__Aim of the exercise__: Each record below must be returned exactly, with no line left out.
:: Input data ::
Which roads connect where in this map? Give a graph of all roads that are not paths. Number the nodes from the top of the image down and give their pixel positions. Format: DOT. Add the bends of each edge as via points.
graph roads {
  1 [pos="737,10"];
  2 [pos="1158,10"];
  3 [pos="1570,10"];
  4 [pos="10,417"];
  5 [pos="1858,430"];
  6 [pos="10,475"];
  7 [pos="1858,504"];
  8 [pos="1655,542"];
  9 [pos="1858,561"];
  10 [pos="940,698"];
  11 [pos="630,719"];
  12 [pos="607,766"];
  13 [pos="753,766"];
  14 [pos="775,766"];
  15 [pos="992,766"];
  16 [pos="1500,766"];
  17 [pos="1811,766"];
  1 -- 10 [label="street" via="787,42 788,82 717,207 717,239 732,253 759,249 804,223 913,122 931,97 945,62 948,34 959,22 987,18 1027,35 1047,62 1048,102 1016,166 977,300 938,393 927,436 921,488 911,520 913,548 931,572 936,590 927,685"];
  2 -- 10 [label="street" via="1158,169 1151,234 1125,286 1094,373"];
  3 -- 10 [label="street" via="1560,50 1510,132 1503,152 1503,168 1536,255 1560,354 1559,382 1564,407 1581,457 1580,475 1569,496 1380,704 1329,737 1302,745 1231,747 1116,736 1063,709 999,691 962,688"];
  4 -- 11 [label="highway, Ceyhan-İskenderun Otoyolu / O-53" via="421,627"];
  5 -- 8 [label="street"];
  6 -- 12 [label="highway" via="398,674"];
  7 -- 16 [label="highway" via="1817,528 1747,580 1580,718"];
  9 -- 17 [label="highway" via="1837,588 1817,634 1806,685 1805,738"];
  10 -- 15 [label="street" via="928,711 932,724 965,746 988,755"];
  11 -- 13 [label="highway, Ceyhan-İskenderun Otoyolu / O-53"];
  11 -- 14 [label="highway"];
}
:::
__Output below__:
Which roads connect where in this map? Give a graph of all roads that are not paths. Number the nodes from the top of the image down and give their pixel positions. Format: DOT. Add the bends of each edge as via points.
graph roads {
  1 [pos="737,10"];
  2 [pos="1158,10"];
  3 [pos="1570,10"];
  4 [pos="10,417"];
  5 [pos="1858,430"];
  6 [pos="10,475"];
  7 [pos="1858,504"];
  8 [pos="1655,542"];
  9 [pos="1858,561"];
  10 [pos="940,698"];
  11 [pos="630,719"];
  12 [pos="607,766"];
  13 [pos="753,766"];
  14 [pos="775,766"];
  15 [pos="992,766"];
  16 [pos="1500,766"];
  17 [pos="1811,766"];
  1 -- 10 [label="street" via="787,42 788,82 717,207 717,239 732,253 759,249 804,223 913,122 931,97 945,62 948,34 959,22 987,18 1027,35 1047,62 1048,102 1016,166 977,300 938,393 927,436 921,488 911,520 913,548 931,572 936,590 927,685"];
  2 -- 10 [label="street" via="1158,169 1151,234 1125,286 1094,373"];
  3 -- 10 [label="street" via="1560,50 1510,132 1503,152 1503,168 1536,255 1560,354 1559,382 1564,407 1581,457 1580,475 1569,496 1380,704 1329,737 1302,745 1231,747 1116,736 1063,709 999,691 962,688"];
  4 -- 11 [label="highway, Ceyhan-İskenderun Otoyolu / O-53" via="421,627"];
  5 -- 8 [label="street"];
  6 -- 12 [label="highway" via="398,674"];
  7 -- 16 [label="highway" via="1817,528 1747,580 1580,718"];
  9 -- 17 [label="highway" via="1837,588 1817,634 1806,685 1805,738"];
  10 -- 15 [label="street" via="928,711 932,724 965,746 988,755"];
  11 -- 13 [label="highway, Ceyhan-İskenderun Otoyolu / O-53"];
  11 -- 14 [label="highway"];
}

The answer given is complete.